Records provided START
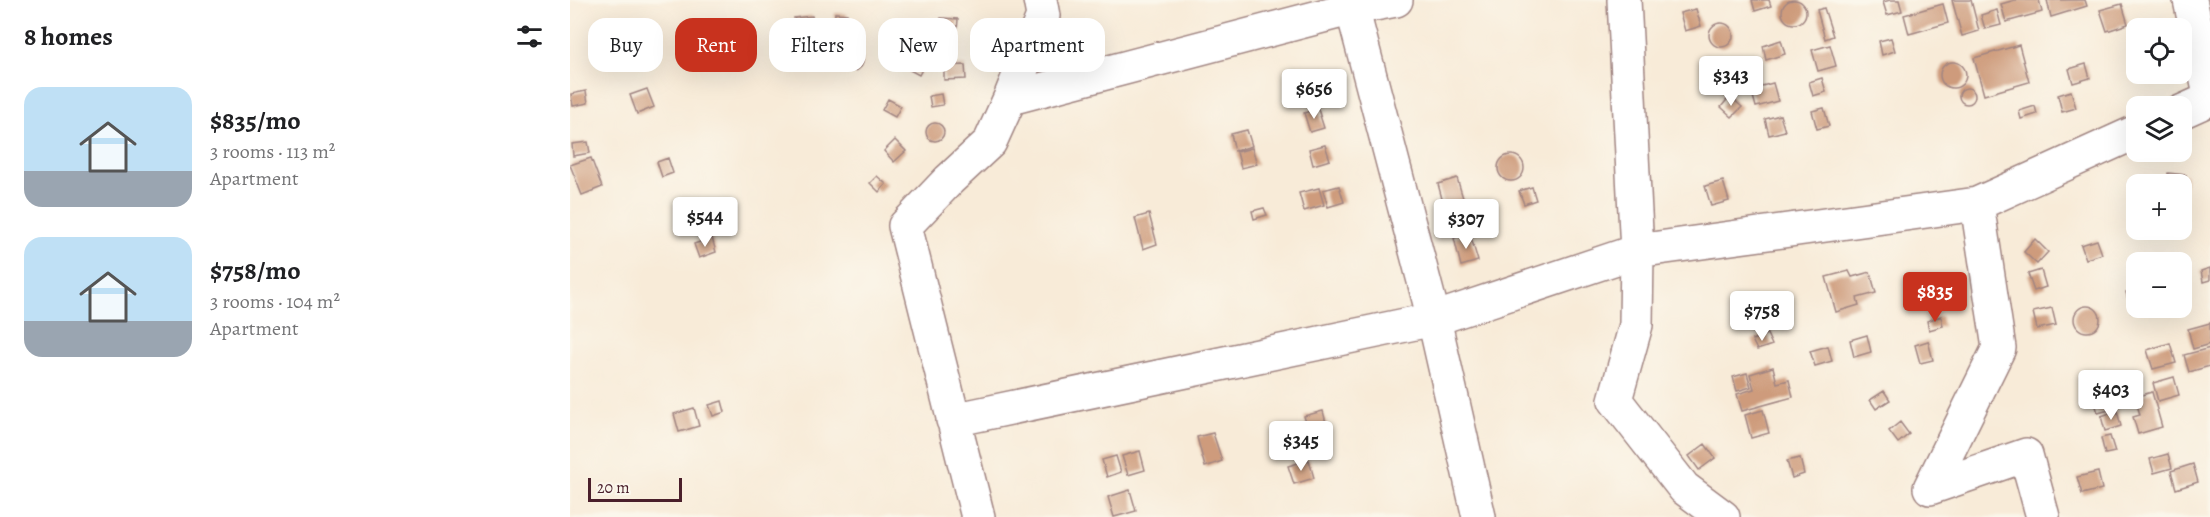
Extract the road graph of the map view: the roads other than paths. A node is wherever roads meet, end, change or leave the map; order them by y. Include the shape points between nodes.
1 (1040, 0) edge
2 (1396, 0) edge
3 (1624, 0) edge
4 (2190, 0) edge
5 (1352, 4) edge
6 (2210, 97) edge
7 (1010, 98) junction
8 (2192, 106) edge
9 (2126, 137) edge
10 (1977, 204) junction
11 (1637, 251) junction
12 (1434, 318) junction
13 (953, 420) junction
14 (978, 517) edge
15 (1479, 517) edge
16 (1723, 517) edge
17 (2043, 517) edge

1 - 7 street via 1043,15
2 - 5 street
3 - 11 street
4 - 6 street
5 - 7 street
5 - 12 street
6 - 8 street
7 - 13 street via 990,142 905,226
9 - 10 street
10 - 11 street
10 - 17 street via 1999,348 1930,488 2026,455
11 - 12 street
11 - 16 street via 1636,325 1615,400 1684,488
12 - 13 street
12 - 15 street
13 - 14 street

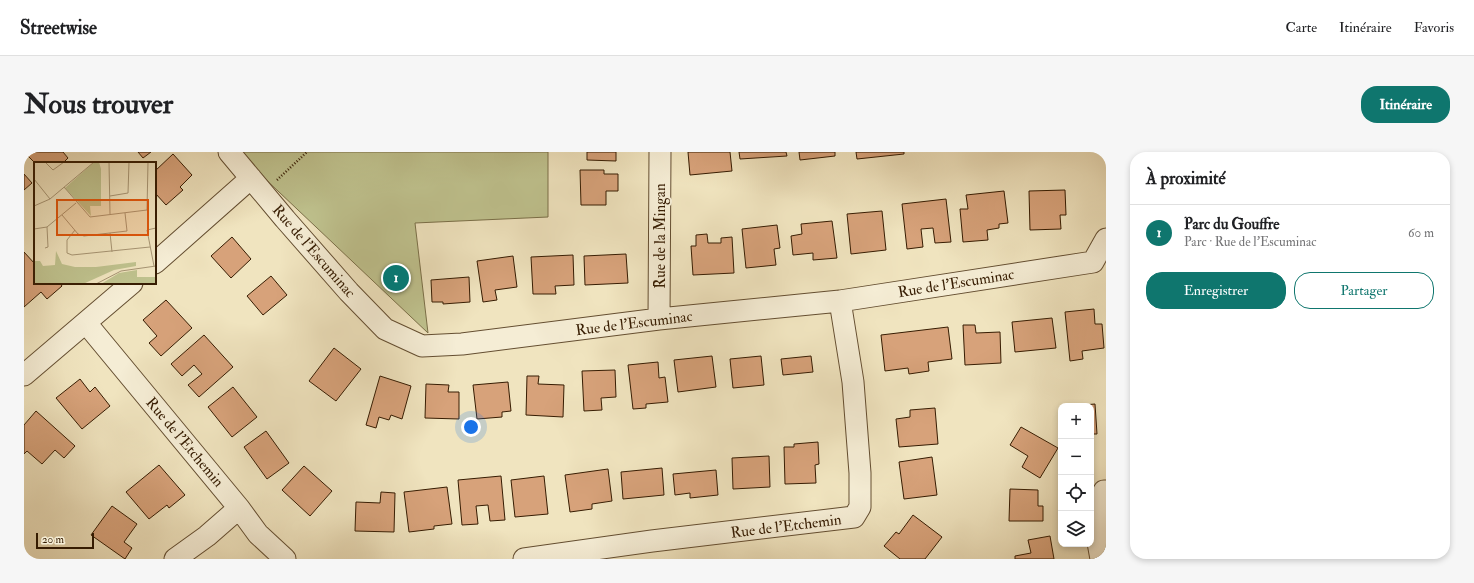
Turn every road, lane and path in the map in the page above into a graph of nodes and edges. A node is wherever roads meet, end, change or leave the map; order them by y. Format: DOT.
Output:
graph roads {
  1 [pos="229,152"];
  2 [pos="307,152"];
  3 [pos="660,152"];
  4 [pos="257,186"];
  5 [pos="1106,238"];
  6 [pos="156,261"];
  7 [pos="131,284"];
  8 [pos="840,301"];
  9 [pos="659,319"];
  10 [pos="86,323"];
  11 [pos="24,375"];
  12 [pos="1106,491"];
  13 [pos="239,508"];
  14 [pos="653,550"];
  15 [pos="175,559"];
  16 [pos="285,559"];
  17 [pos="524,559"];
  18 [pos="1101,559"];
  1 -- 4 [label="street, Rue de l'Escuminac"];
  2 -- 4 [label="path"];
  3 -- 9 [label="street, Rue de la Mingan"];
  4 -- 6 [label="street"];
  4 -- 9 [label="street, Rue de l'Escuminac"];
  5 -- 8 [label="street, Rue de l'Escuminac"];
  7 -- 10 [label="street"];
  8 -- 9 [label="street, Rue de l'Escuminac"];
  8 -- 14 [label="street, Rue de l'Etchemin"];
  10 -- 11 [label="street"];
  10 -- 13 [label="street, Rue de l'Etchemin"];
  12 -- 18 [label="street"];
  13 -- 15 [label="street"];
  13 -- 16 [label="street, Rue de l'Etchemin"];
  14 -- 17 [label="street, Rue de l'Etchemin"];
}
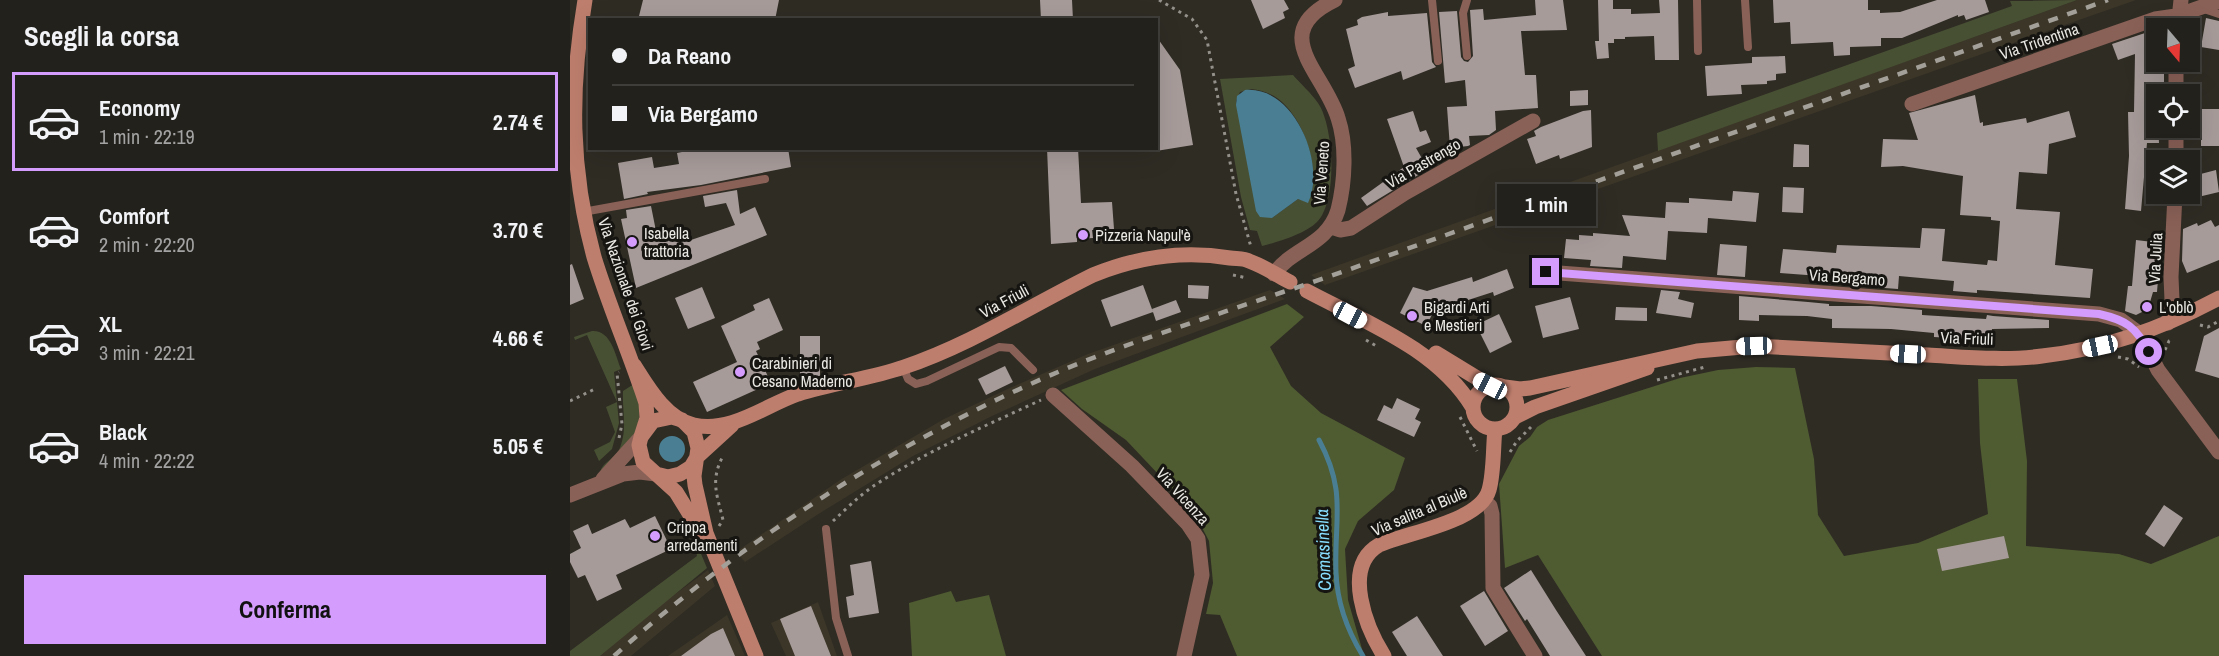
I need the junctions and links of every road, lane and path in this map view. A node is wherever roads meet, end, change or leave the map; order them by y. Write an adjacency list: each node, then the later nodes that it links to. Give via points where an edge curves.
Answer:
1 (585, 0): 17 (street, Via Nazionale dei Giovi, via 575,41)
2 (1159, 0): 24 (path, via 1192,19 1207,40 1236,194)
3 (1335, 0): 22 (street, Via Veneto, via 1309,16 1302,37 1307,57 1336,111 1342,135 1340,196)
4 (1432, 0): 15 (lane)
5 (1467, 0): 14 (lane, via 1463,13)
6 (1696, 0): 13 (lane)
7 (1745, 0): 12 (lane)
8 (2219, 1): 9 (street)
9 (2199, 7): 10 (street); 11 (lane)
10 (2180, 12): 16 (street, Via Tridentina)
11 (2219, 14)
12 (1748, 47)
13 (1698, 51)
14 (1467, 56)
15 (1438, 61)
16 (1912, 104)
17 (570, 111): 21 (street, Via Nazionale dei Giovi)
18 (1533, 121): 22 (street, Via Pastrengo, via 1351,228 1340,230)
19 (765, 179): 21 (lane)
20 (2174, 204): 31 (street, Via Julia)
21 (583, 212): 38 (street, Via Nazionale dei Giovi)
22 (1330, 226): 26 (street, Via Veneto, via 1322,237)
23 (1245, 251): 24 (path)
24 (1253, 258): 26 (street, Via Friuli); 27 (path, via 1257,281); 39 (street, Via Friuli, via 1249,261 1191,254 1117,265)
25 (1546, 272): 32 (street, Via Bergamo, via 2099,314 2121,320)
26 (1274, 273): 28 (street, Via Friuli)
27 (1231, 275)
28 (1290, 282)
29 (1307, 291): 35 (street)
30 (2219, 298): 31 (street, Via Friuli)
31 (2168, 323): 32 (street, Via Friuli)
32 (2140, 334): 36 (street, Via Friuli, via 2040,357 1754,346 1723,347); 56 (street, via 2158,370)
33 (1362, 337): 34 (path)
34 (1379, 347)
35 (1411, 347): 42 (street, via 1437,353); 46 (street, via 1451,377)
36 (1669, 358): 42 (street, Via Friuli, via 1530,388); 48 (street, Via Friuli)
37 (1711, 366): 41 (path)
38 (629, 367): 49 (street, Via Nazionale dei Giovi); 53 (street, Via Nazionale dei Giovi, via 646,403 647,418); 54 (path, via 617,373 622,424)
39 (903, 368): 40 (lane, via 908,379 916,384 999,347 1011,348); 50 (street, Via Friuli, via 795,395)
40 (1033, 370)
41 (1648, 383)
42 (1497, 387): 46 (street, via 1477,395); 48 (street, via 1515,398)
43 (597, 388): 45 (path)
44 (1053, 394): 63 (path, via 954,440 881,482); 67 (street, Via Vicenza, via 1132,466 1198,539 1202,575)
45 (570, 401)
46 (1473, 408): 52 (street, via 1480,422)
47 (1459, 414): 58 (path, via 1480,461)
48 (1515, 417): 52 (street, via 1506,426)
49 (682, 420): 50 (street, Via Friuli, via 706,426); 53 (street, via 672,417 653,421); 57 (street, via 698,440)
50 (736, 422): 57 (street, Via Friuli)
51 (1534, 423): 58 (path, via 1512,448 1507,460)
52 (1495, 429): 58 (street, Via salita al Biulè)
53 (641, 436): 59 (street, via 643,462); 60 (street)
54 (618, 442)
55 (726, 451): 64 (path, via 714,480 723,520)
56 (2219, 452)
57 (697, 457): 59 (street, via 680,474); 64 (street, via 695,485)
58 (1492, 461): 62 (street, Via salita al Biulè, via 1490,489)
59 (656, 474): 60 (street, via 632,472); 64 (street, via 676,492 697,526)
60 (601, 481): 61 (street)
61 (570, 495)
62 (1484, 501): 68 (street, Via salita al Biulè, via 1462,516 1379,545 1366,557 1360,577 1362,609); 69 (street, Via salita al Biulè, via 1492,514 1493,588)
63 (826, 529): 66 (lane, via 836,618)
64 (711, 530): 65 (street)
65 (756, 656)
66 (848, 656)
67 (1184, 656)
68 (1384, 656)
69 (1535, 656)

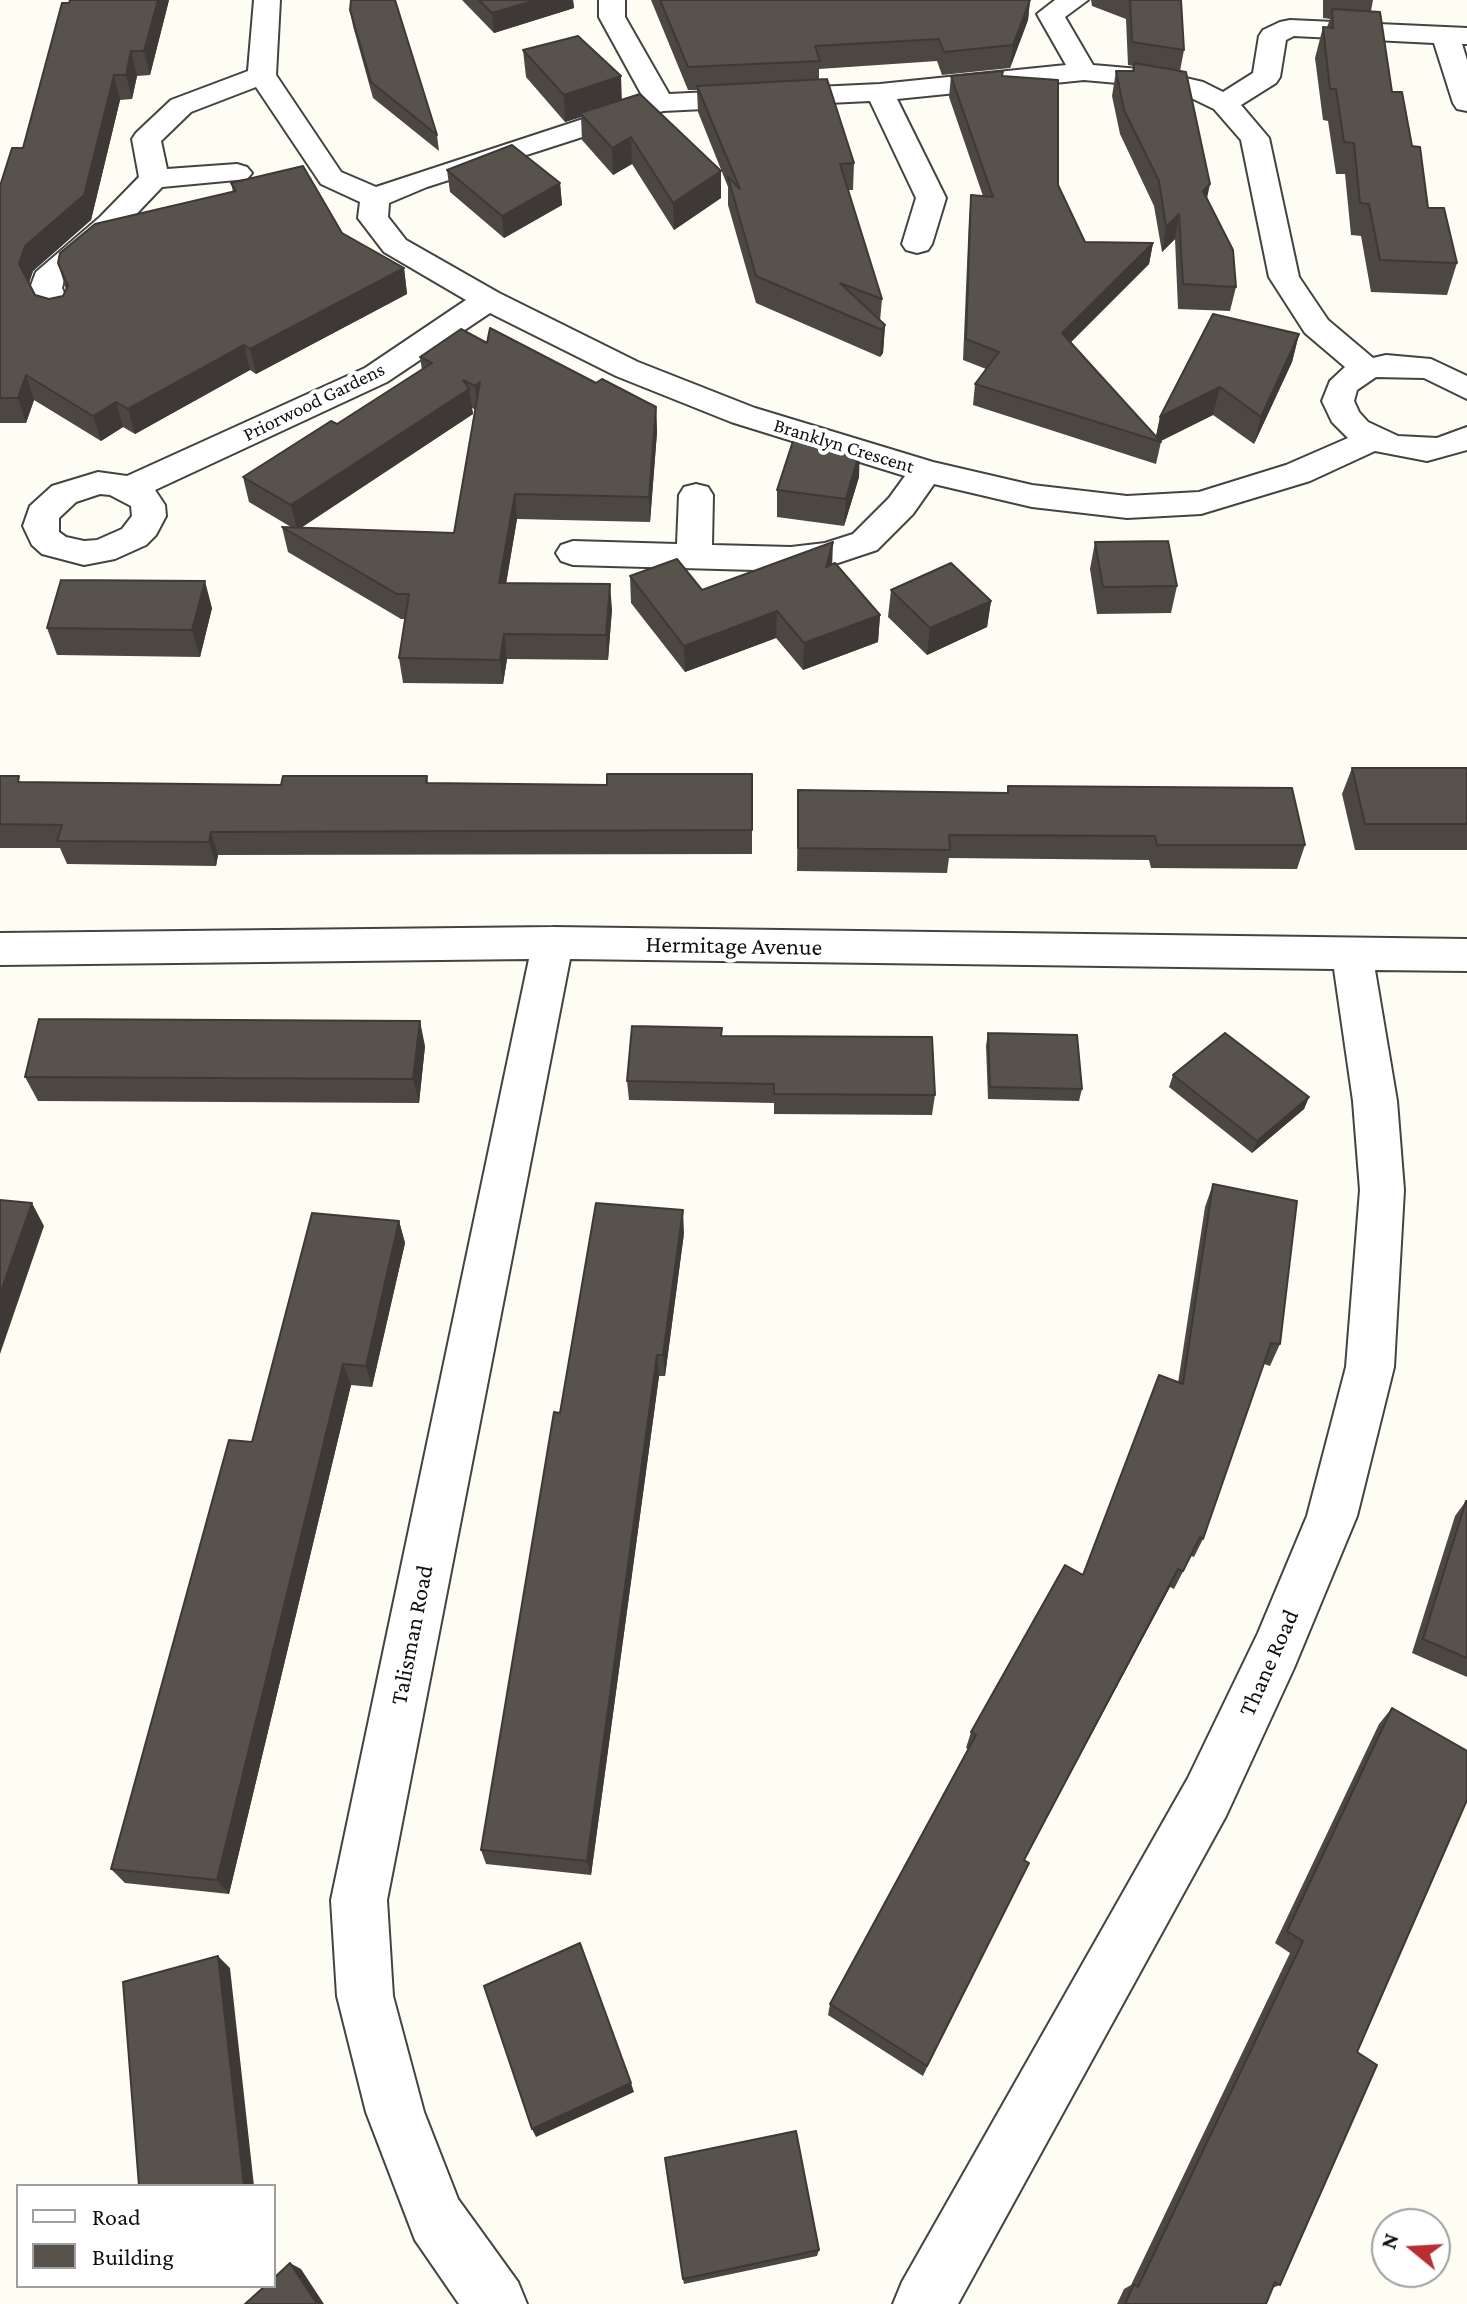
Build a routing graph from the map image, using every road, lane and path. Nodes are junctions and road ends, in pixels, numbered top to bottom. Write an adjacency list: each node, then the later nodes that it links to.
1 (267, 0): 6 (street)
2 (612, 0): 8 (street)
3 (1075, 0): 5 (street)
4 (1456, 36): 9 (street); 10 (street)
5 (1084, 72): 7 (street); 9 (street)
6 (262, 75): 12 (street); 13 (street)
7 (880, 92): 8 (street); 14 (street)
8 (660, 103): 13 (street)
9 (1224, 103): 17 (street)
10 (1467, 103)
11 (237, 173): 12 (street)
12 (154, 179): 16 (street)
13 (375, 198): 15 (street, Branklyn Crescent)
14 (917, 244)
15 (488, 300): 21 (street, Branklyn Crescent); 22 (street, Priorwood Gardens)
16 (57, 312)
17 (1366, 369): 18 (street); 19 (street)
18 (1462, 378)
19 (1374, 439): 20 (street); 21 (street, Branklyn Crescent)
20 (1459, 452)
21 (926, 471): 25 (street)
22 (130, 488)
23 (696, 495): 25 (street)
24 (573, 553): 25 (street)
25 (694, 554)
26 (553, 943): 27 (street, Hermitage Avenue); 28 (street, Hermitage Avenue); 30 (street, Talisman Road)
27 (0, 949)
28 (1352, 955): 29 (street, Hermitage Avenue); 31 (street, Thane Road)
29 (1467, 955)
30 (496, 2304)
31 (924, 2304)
Records provided END
Work task:
Range to copy from the listing above: the line containing "Turn every road, lane" down to the line containing "I need the junctions", both included. Reproduce it exactly, minus the pictures, and add nothing.

Result for this exercise:
Turn every road, lane and path in the map in the page above into a graph of nodes and edges. A node is wherever roads meet, end, change or leave the map; order them by y. Format: DOT.
Output:
graph roads {
  1 [pos="229,152"];
  2 [pos="307,152"];
  3 [pos="660,152"];
  4 [pos="257,186"];
  5 [pos="1106,238"];
  6 [pos="156,261"];
  7 [pos="131,284"];
  8 [pos="840,301"];
  9 [pos="659,319"];
  10 [pos="86,323"];
  11 [pos="24,375"];
  12 [pos="1106,491"];
  13 [pos="239,508"];
  14 [pos="653,550"];
  15 [pos="175,559"];
  16 [pos="285,559"];
  17 [pos="524,559"];
  18 [pos="1101,559"];
  1 -- 4 [label="street, Rue de l'Escuminac"];
  2 -- 4 [label="path"];
  3 -- 9 [label="street, Rue de la Mingan"];
  4 -- 6 [label="street"];
  4 -- 9 [label="street, Rue de l'Escuminac"];
  5 -- 8 [label="street, Rue de l'Escuminac"];
  7 -- 10 [label="street"];
  8 -- 9 [label="street, Rue de l'Escuminac"];
  8 -- 14 [label="street, Rue de l'Etchemin"];
  10 -- 11 [label="street"];
  10 -- 13 [label="street, Rue de l'Etchemin"];
  12 -- 18 [label="street"];
  13 -- 15 [label="street"];
  13 -- 16 [label="street, Rue de l'Etchemin"];
  14 -- 17 [label="street, Rue de l'Etchemin"];
}
I need the junctions and links of every road, lane and path in this map view. A node is wherever roads meet, end, change or leave the map; order them by y. Write an adjacency list: each node, then the later nodes that it links to. Give via points where an edge curves.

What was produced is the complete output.